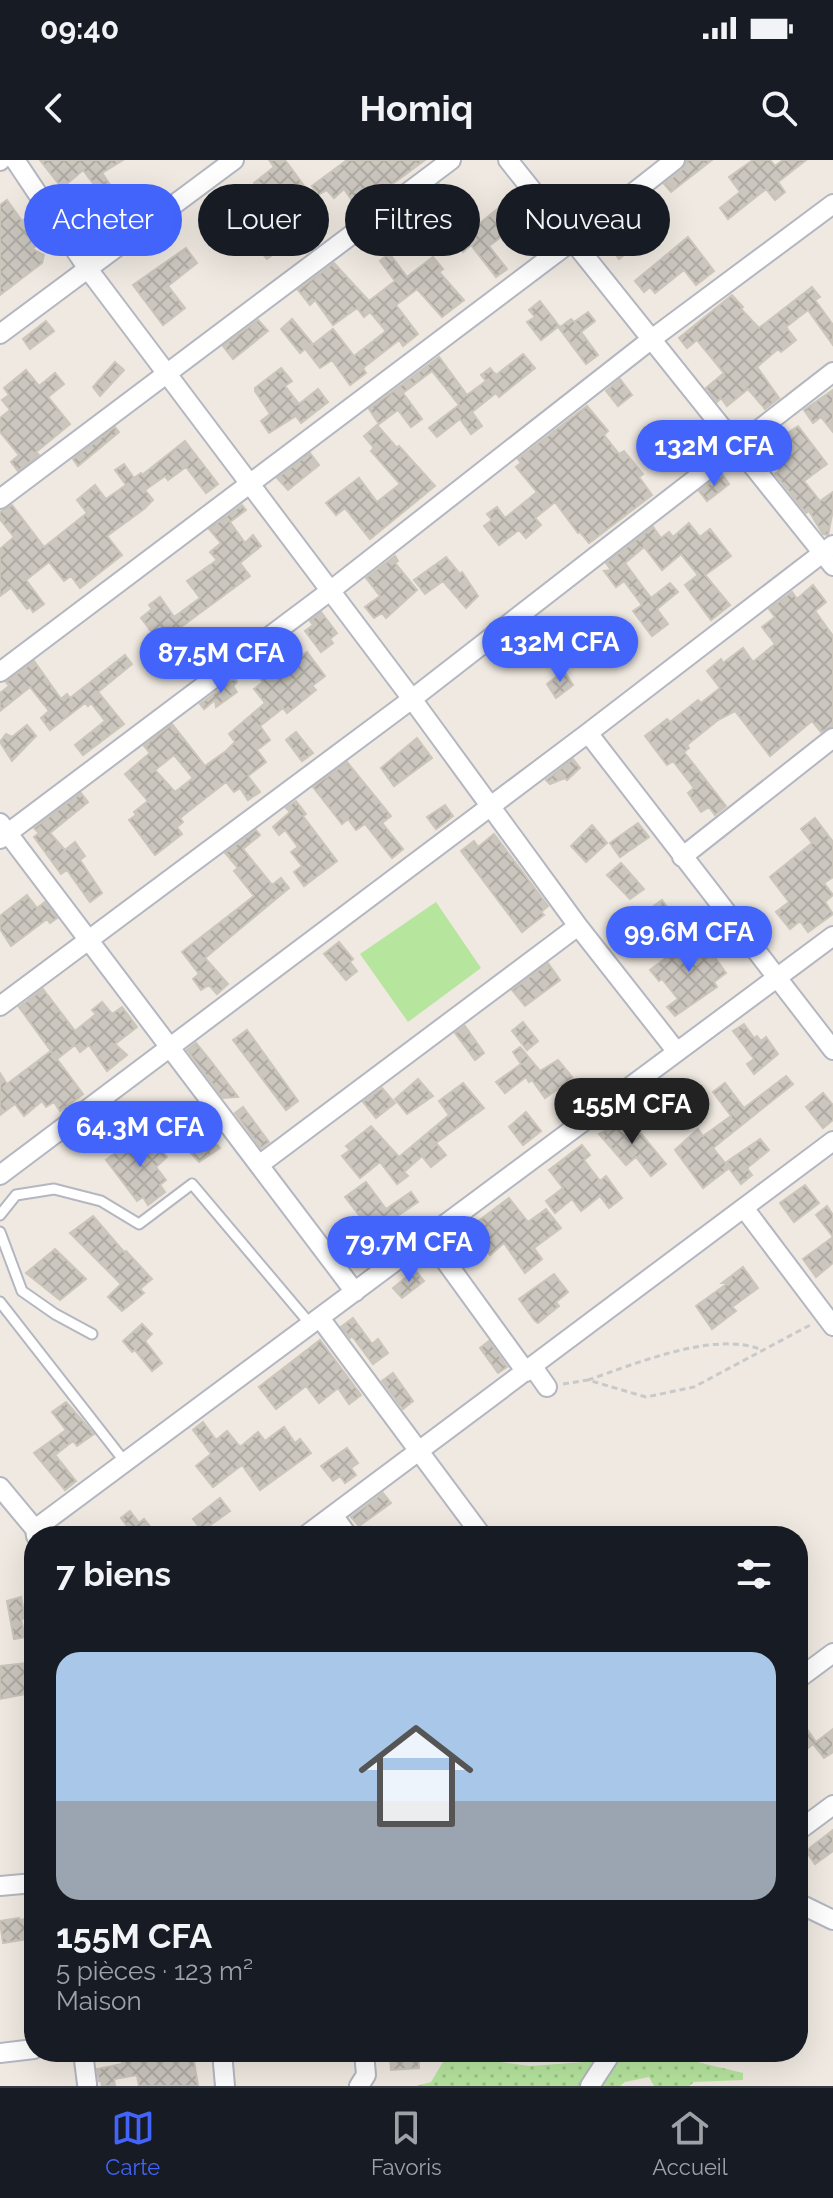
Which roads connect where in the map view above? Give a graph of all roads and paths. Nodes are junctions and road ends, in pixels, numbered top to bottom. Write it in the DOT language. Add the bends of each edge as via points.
graph roads {
  1 [pos="15,160"];
  2 [pos="234,160"];
  3 [pos="451,160"];
  4 [pos="508,160"];
  5 [pos="675,160"];
  6 [pos="527,184"];
  7 [pos="644,184"];
  8 [pos="833,204"];
  9 [pos="552,256"];
  10 [pos="585,256"];
  11 [pos="88,269"];
  12 [pos="0,334"];
  13 [pos="653,338"];
  14 [pos="833,372"];
  15 [pos="167,374"];
  16 [pos="737,444"];
  17 [pos="251,484"];
  18 [pos="0,499"];
  19 [pos="830,555"];
  20 [pos="330,591"];
  21 [pos="0,672"];
  22 [pos="412,699"];
  23 [pos="588,733"];
  24 [pos="833,738"];
  25 [pos="491,806"];
  26 [pos="3,831"];
  27 [pos="682,857"];
  28 [pos="578,926"];
  29 [pos="833,936"];
  30 [pos="89,941"];
  31 [pos="776,978"];
  32 [pos="0,1006"];
  33 [pos="170,1047"];
  34 [pos="833,1050"];
  35 [pos="677,1052"];
  36 [pos="833,1141"];
  37 [pos="259,1165"];
  38 [pos="0,1175"];
  39 [pos="744,1208"];
  40 [pos="0,1215"];
  41 [pos="0,1232"];
  42 [pos="428,1237"];
  43 [pos="355,1292"];
  44 [pos="0,1302"];
  45 [pos="315,1321"];
  46 [pos="824,1324"];
  47 [pos="92,1334"];
  48 [pos="763,1350"];
  49 [pos="529,1370"];
  50 [pos="588,1380"];
  51 [pos="547,1387"];
  52 [pos="419,1450"];
  53 [pos="125,1462"];
  54 [pos="0,1487"];
  55 [pos="333,1515"];
  56 [pos="31,1526"];
  57 [pos="45,1526"];
  58 [pos="318,1526"];
  59 [pos="341,1526"];
  60 [pos="475,1526"];
  61 [pos="833,1653"];
  62 [pos="808,1672"];
  63 [pos="833,1805"];
  64 [pos="808,1824"];
  65 [pos="24,1884"];
  66 [pos="0,1886"];
  67 [pos="808,1908"];
  68 [pos="833,1920"];
  69 [pos="24,2050"];
  70 [pos="0,2053"];
  71 [pos="84,2062"];
  72 [pos="223,2062"];
  73 [pos="365,2062"];
  74 [pos="606,2062"];
  75 [pos="87,2084"];
  76 [pos="225,2086"];
  77 [pos="359,2086"];
  78 [pos="590,2086"];
  1 -- 11 [label="street"];
  2 -- 11 [label="street"];
  3 -- 15 [label="street"];
  4 -- 6 [label="street"];
  5 -- 7 [label="street"];
  8 -- 13 [label="street"];
  9 -- 17 [label="street"];
  10 -- 13 [label="street"];
  11 -- 12 [label="street"];
  11 -- 15 [label="street"];
  13 -- 16 [label="street"];
  13 -- 20 [label="street"];
  14 -- 16 [label="street"];
  15 -- 17 [label="street"];
  15 -- 18 [label="street"];
  16 -- 19 [label="street"];
  16 -- 22 [label="street"];
  17 -- 20 [label="street"];
  17 -- 21 [label="street"];
  19 -- 23 [label="street"];
  20 -- 22 [label="street"];
  20 -- 26 [label="street"];
  22 -- 25 [label="street"];
  22 -- 30 [label="street"];
  23 -- 25 [label="street"];
  23 -- 27 [label="street"];
  24 -- 27 [label="street"];
  25 -- 28 [label="street"];
  25 -- 33 [label="street"];
  26 -- 30 [label="street"];
  27 -- 31 [label="street"];
  28 -- 35 [label="street"];
  28 -- 37 [label="street"];
  29 -- 31 [label="street"];
  30 -- 32 [label="street"];
  30 -- 33 [label="street"];
  31 -- 34 [label="street"];
  31 -- 35 [label="street"];
  33 -- 37 [label="street"];
  33 -- 38 [label="street"];
  35 -- 42 [label="street"];
  36 -- 39 [label="street"];
  37 -- 43 [label="street"];
  39 -- 46 [label="street"];
  39 -- 49 [label="street"];
  40 -- 45 [label="lane" via="16,1195 54,1189 101,1201 139,1224 192,1184"];
  41 -- 47 [label="lane" via="22,1291"];
  42 -- 43 [label="street"];
  42 -- 49 [label="street"];
  43 -- 45 [label="street"];
  44 -- 53 [label="lane"];
  45 -- 52 [label="street"];
  45 -- 53 [label="street"];
  46 -- 48 [label="path"];
  48 -- 50 [label="path" via="750,1345 704,1346"];
  48 -- 50 [label="path" via="694,1387 646,1397"];
  49 -- 51 [label="street"];
  49 -- 52 [label="street"];
  50 -- 51 [label="path"];
  52 -- 55 [label="street"];
  52 -- 60 [label="street"];
  53 -- 57 [label="street"];
  54 -- 56 [label="street"];
  55 -- 58 [label="street"];
  55 -- 59 [label="street"];
  61 -- 62 [label="street"];
  63 -- 64 [label="street"];
  65 -- 66 [label="street"];
  67 -- 68 [label="street"];
  69 -- 70 [label="street"];
  71 -- 75 [label="street"];
  72 -- 76 [label="street"];
  73 -- 77 [label="street" via="366,2075"];
  74 -- 78 [label="street"];
}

____

An exact copy of all entries is needed, with no pictures in it.

■ **Exercise response**
Which roads connect where in the map view above? Give a graph of all roads and paths. Nodes are junctions and road ends, in pixels, numbered top to bottom. Write it in the DOT language. Add the bends of each edge as via points.
graph roads {
  1 [pos="15,160"];
  2 [pos="234,160"];
  3 [pos="451,160"];
  4 [pos="508,160"];
  5 [pos="675,160"];
  6 [pos="527,184"];
  7 [pos="644,184"];
  8 [pos="833,204"];
  9 [pos="552,256"];
  10 [pos="585,256"];
  11 [pos="88,269"];
  12 [pos="0,334"];
  13 [pos="653,338"];
  14 [pos="833,372"];
  15 [pos="167,374"];
  16 [pos="737,444"];
  17 [pos="251,484"];
  18 [pos="0,499"];
  19 [pos="830,555"];
  20 [pos="330,591"];
  21 [pos="0,672"];
  22 [pos="412,699"];
  23 [pos="588,733"];
  24 [pos="833,738"];
  25 [pos="491,806"];
  26 [pos="3,831"];
  27 [pos="682,857"];
  28 [pos="578,926"];
  29 [pos="833,936"];
  30 [pos="89,941"];
  31 [pos="776,978"];
  32 [pos="0,1006"];
  33 [pos="170,1047"];
  34 [pos="833,1050"];
  35 [pos="677,1052"];
  36 [pos="833,1141"];
  37 [pos="259,1165"];
  38 [pos="0,1175"];
  39 [pos="744,1208"];
  40 [pos="0,1215"];
  41 [pos="0,1232"];
  42 [pos="428,1237"];
  43 [pos="355,1292"];
  44 [pos="0,1302"];
  45 [pos="315,1321"];
  46 [pos="824,1324"];
  47 [pos="92,1334"];
  48 [pos="763,1350"];
  49 [pos="529,1370"];
  50 [pos="588,1380"];
  51 [pos="547,1387"];
  52 [pos="419,1450"];
  53 [pos="125,1462"];
  54 [pos="0,1487"];
  55 [pos="333,1515"];
  56 [pos="31,1526"];
  57 [pos="45,1526"];
  58 [pos="318,1526"];
  59 [pos="341,1526"];
  60 [pos="475,1526"];
  61 [pos="833,1653"];
  62 [pos="808,1672"];
  63 [pos="833,1805"];
  64 [pos="808,1824"];
  65 [pos="24,1884"];
  66 [pos="0,1886"];
  67 [pos="808,1908"];
  68 [pos="833,1920"];
  69 [pos="24,2050"];
  70 [pos="0,2053"];
  71 [pos="84,2062"];
  72 [pos="223,2062"];
  73 [pos="365,2062"];
  74 [pos="606,2062"];
  75 [pos="87,2084"];
  76 [pos="225,2086"];
  77 [pos="359,2086"];
  78 [pos="590,2086"];
  1 -- 11 [label="street"];
  2 -- 11 [label="street"];
  3 -- 15 [label="street"];
  4 -- 6 [label="street"];
  5 -- 7 [label="street"];
  8 -- 13 [label="street"];
  9 -- 17 [label="street"];
  10 -- 13 [label="street"];
  11 -- 12 [label="street"];
  11 -- 15 [label="street"];
  13 -- 16 [label="street"];
  13 -- 20 [label="street"];
  14 -- 16 [label="street"];
  15 -- 17 [label="street"];
  15 -- 18 [label="street"];
  16 -- 19 [label="street"];
  16 -- 22 [label="street"];
  17 -- 20 [label="street"];
  17 -- 21 [label="street"];
  19 -- 23 [label="street"];
  20 -- 22 [label="street"];
  20 -- 26 [label="street"];
  22 -- 25 [label="street"];
  22 -- 30 [label="street"];
  23 -- 25 [label="street"];
  23 -- 27 [label="street"];
  24 -- 27 [label="street"];
  25 -- 28 [label="street"];
  25 -- 33 [label="street"];
  26 -- 30 [label="street"];
  27 -- 31 [label="street"];
  28 -- 35 [label="street"];
  28 -- 37 [label="street"];
  29 -- 31 [label="street"];
  30 -- 32 [label="street"];
  30 -- 33 [label="street"];
  31 -- 34 [label="street"];
  31 -- 35 [label="street"];
  33 -- 37 [label="street"];
  33 -- 38 [label="street"];
  35 -- 42 [label="street"];
  36 -- 39 [label="street"];
  37 -- 43 [label="street"];
  39 -- 46 [label="street"];
  39 -- 49 [label="street"];
  40 -- 45 [label="lane" via="16,1195 54,1189 101,1201 139,1224 192,1184"];
  41 -- 47 [label="lane" via="22,1291"];
  42 -- 43 [label="street"];
  42 -- 49 [label="street"];
  43 -- 45 [label="street"];
  44 -- 53 [label="lane"];
  45 -- 52 [label="street"];
  45 -- 53 [label="street"];
  46 -- 48 [label="path"];
  48 -- 50 [label="path" via="750,1345 704,1346"];
  48 -- 50 [label="path" via="694,1387 646,1397"];
  49 -- 51 [label="street"];
  49 -- 52 [label="street"];
  50 -- 51 [label="path"];
  52 -- 55 [label="street"];
  52 -- 60 [label="street"];
  53 -- 57 [label="street"];
  54 -- 56 [label="street"];
  55 -- 58 [label="street"];
  55 -- 59 [label="street"];
  61 -- 62 [label="street"];
  63 -- 64 [label="street"];
  65 -- 66 [label="street"];
  67 -- 68 [label="street"];
  69 -- 70 [label="street"];
  71 -- 75 [label="street"];
  72 -- 76 [label="street"];
  73 -- 77 [label="street" via="366,2075"];
  74 -- 78 [label="street"];
}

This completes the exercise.